What to do? Don't ask me. The Overton Curve gets moved farther to the right almost every day. What was crazy right-wing 3 months ago now becomes the middle. Reagan is now a liberal. Even Bush and Cheney fail the new test of conservative purity.
If Bush had remained president for 6 more months and we had gone into a real depression, perhaps these people would be chastined and their movement discredited. But that, of course, did not happen. Obama saved the economy, but at great expense. His failure to understand those who see him as the anti-christ has proved to be a profound failing. And still he negotiates with those who represent them.
I am a secular humanist, taught to love my fellow man and to follow the Golden Rule. So the realization that there exists a large, reality-dismissing, torture-loving cult with its members all around me, many if not most of whom might see me as an enemy if they knew my true political leanings, well, that is a bit disconcerting. Do I continue to love them? Or, perhaps, am I doomed to do war with them? (Amazing to have to even contemplate)
It is indeed "doom and gloomy" as Sarah Palin might say. It would be good if the democrats would engage in the Word War with great fervor, because this battle will determine how the independents break. Heaven help us when the Repugs take back the White House. They are now to the Right of even Bush & Cheney's brand of crazy.

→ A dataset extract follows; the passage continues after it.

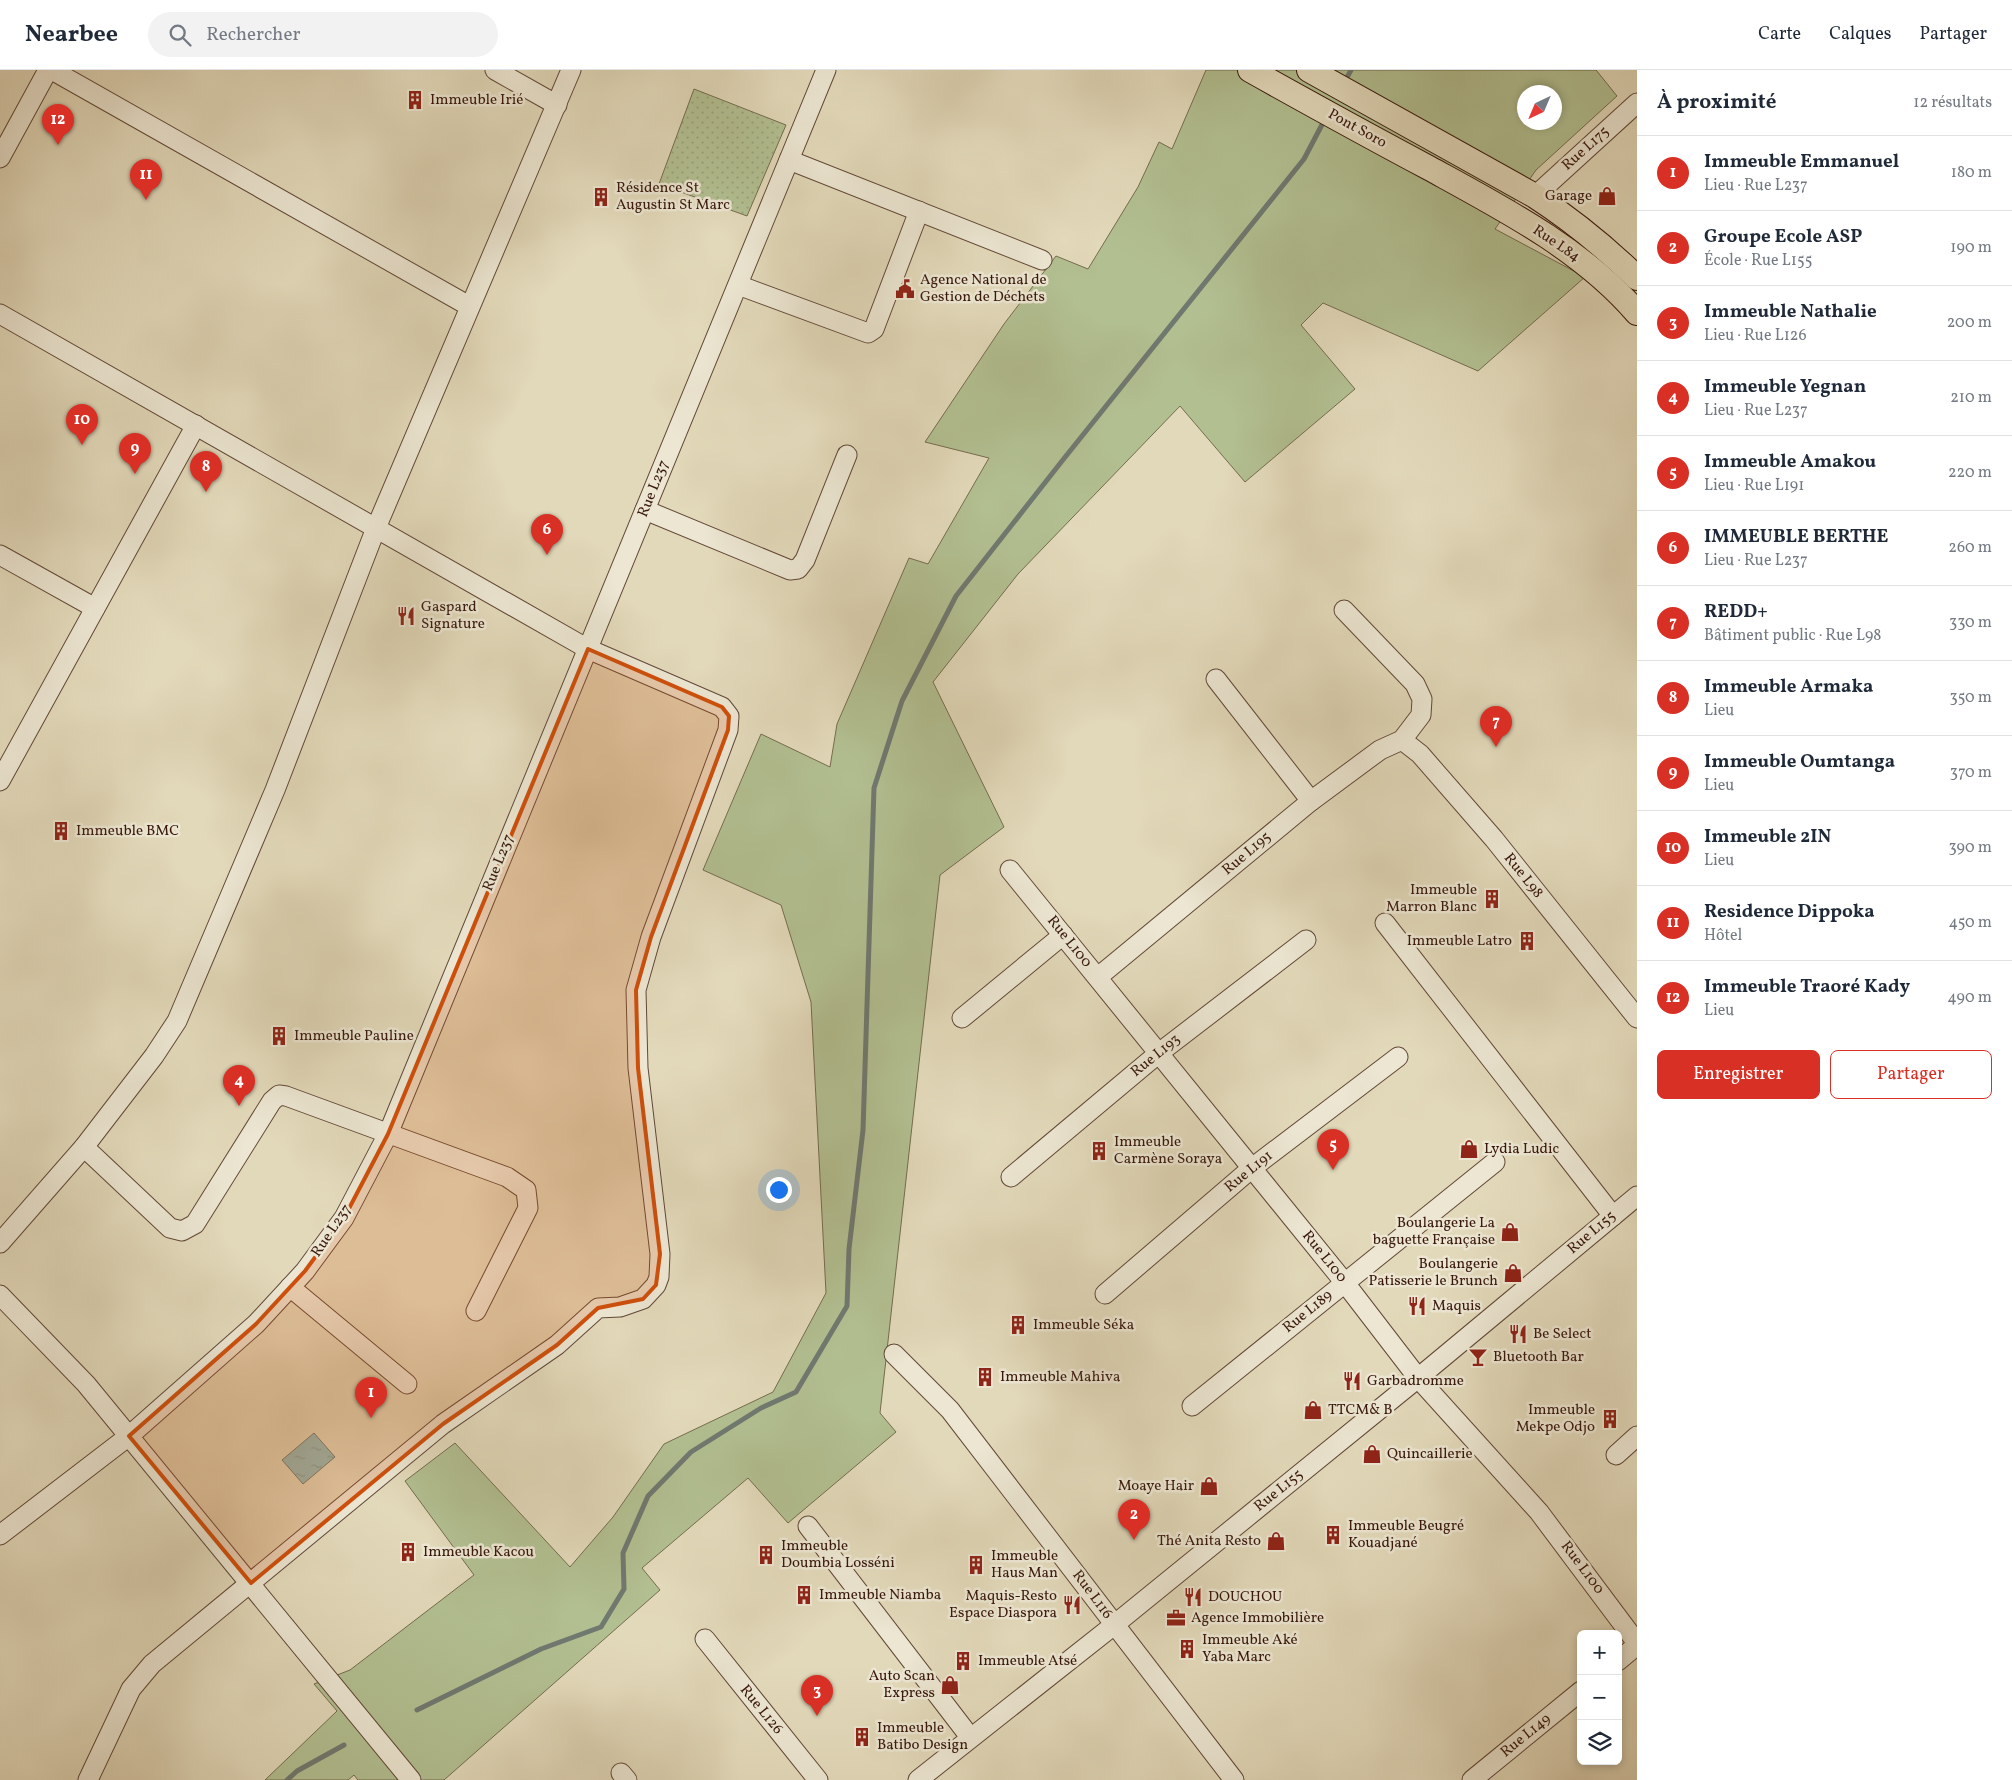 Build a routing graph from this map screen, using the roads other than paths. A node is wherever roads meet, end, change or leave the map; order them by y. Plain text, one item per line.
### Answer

And I have a question for Mr. Obama: Now that you have continued and cemented the concept of having a secret govt panel target for assassination AMERICAN CITIZENS overseas with Muslim-sounding names, just how long will it take for a Republican White House to target an American anti-war protester here at home with the name of Jones or Washington under the guise of fighting "terrorism"? A hypothetical?
So far.
One thing for sure, if it ever does happen, the Repugs will project their crime onto the clueless dems and make it stick with the Cult and Indies alike. And the Overton Curve continues its inexerable move rightward...
our system was built on an assumption of shared principle
Something's Burning Baby
"Something's burning Baby
Are you aware?
Something's burning Baby
There's smoke in your hair."
It is so obvious
That something has changed.
What's happening Baby
To make you act so strange?"
Bob Dylan
Something is burning, but I can't decide if it is the last embers of democracy in America or the kindling of a real socialist democracy. In the wake of World War II, Western Europe and Japan adopted socialdemocracies. Latin America tried, but an ascendant USA squelched that there. By the mid 1970s, unfettered capitalism began its assault on socialist democracy in America.
The madness of King George W diverted their attention from Latin America. Now international capitalism is focused on the big prize - our republic and our economic engine. Either they are winning or we are nearing a revolution which will bring the USA in line with the rest of "The West".
I just don't know.
It seems as though the rules of the senate and the South are the last safe harbors for them in our republic. I don't have a clue as to the outcome, but something must be burning because there is smoke everywhere.